Extensible Markup Language, or XML, is a method for putting structured data in a text file. The structured data you want to represent using XML can be virtually anything--address books, configuration parameters, spreadsheets, Web pages, financial transactions, technical drawings, and so on. XML is a set of rules for designing text formats for such data. By storing data in a structured text format, XML allows you to look at data without the program that produced it. XML files are easy for computers to generate and read, they are unambiguous, and they avoid common pitfalls of text data formats, such as lack of extensibility, lack of support for internationalization and localization, and platform dependency.

Core Foundation XML Services provides an XML parser you can use to read and extract data from XML documents. XML Services provides two APIs with which to access the parser. A high-level API converts XML data into the Core Foundation collection CFXMLTree, and a low-level callback-based API allows you to perform any action you wish on each XML structure as it is encountered by the parser. This chapter provides a brief introduction to XML and goes on to describe both of the XML Services parser APIs in detail.
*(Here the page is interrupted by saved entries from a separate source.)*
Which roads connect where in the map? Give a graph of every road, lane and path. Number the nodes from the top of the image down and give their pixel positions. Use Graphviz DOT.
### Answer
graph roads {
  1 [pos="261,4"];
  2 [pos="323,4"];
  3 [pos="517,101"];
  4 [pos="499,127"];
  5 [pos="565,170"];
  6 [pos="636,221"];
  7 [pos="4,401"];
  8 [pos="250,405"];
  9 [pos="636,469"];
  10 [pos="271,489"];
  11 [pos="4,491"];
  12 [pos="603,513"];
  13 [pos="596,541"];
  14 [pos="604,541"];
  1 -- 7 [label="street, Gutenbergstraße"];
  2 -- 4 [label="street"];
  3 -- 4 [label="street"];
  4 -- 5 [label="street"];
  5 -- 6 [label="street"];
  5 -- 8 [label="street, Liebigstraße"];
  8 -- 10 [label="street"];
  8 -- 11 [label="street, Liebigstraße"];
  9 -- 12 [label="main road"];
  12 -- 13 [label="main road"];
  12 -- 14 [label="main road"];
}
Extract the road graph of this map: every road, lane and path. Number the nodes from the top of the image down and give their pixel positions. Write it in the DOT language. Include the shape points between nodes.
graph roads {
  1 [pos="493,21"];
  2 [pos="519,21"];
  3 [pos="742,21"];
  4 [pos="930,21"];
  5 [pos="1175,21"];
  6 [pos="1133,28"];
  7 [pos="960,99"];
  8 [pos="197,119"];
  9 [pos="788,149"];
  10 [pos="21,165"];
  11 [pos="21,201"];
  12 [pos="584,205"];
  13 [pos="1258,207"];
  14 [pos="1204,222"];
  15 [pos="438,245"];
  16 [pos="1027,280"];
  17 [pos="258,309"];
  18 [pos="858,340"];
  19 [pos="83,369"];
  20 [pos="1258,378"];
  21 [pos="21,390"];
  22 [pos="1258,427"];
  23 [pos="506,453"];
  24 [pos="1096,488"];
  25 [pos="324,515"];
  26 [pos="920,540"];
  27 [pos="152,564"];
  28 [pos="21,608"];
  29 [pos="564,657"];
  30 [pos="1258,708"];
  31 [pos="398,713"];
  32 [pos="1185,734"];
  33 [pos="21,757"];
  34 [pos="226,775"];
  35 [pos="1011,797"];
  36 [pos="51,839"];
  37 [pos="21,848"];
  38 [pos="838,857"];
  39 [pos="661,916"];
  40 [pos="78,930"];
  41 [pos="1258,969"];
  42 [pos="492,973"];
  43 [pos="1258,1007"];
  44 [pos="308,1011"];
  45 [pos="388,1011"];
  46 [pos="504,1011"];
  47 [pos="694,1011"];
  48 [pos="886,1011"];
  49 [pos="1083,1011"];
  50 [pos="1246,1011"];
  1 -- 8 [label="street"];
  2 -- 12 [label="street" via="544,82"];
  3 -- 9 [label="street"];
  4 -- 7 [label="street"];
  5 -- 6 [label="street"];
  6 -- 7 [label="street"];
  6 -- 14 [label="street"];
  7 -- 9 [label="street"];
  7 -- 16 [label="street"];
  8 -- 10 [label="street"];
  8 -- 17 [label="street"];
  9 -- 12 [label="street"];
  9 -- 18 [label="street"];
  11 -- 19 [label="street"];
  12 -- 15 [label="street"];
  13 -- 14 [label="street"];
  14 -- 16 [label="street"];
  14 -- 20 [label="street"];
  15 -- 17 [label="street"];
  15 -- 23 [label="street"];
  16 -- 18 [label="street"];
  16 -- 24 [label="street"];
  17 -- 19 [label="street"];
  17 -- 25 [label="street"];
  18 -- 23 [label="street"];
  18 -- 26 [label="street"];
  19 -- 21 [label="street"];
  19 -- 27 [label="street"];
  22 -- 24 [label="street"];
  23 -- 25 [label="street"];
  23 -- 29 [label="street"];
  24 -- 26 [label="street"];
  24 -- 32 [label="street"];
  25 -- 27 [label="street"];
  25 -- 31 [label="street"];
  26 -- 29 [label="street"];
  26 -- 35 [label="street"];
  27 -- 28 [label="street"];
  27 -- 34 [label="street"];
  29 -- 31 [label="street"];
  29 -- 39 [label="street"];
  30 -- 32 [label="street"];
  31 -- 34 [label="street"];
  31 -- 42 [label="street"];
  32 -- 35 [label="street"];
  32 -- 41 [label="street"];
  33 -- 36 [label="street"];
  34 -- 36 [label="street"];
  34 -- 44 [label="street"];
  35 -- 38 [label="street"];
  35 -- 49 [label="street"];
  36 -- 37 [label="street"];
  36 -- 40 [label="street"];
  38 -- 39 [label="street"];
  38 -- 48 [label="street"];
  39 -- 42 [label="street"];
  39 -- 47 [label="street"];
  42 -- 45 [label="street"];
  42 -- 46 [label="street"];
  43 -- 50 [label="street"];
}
XML is a complex topic whose thorough treatment is beyond the scope of this document. Developers new to XML concepts can find the XML 1.0 specification and supporting material at the website maintained by the World Wide Web Consortium at http://www.w3c.org/XML. The Organization for the Advancement of Structured Information Standards hosts two excellent sites on XML at http://www.xml.org/ and http://www.oasis-open.org/cover/. There is also a great deal of information about XML and its various uses at the following corporate sites: http://www.ibm.com/developer/xml/, http://msdn.microsoft.com/xml/default.asp, and http://java.sun.com/xml/.

Header Files:

CFXMLNode.h

CFXMLParser.h

Core Foundation XML Services Concepts

Core Foundation XML Services Tasks


© 2000 Apple Computer, Inc. (Last Updated 14 July 2000)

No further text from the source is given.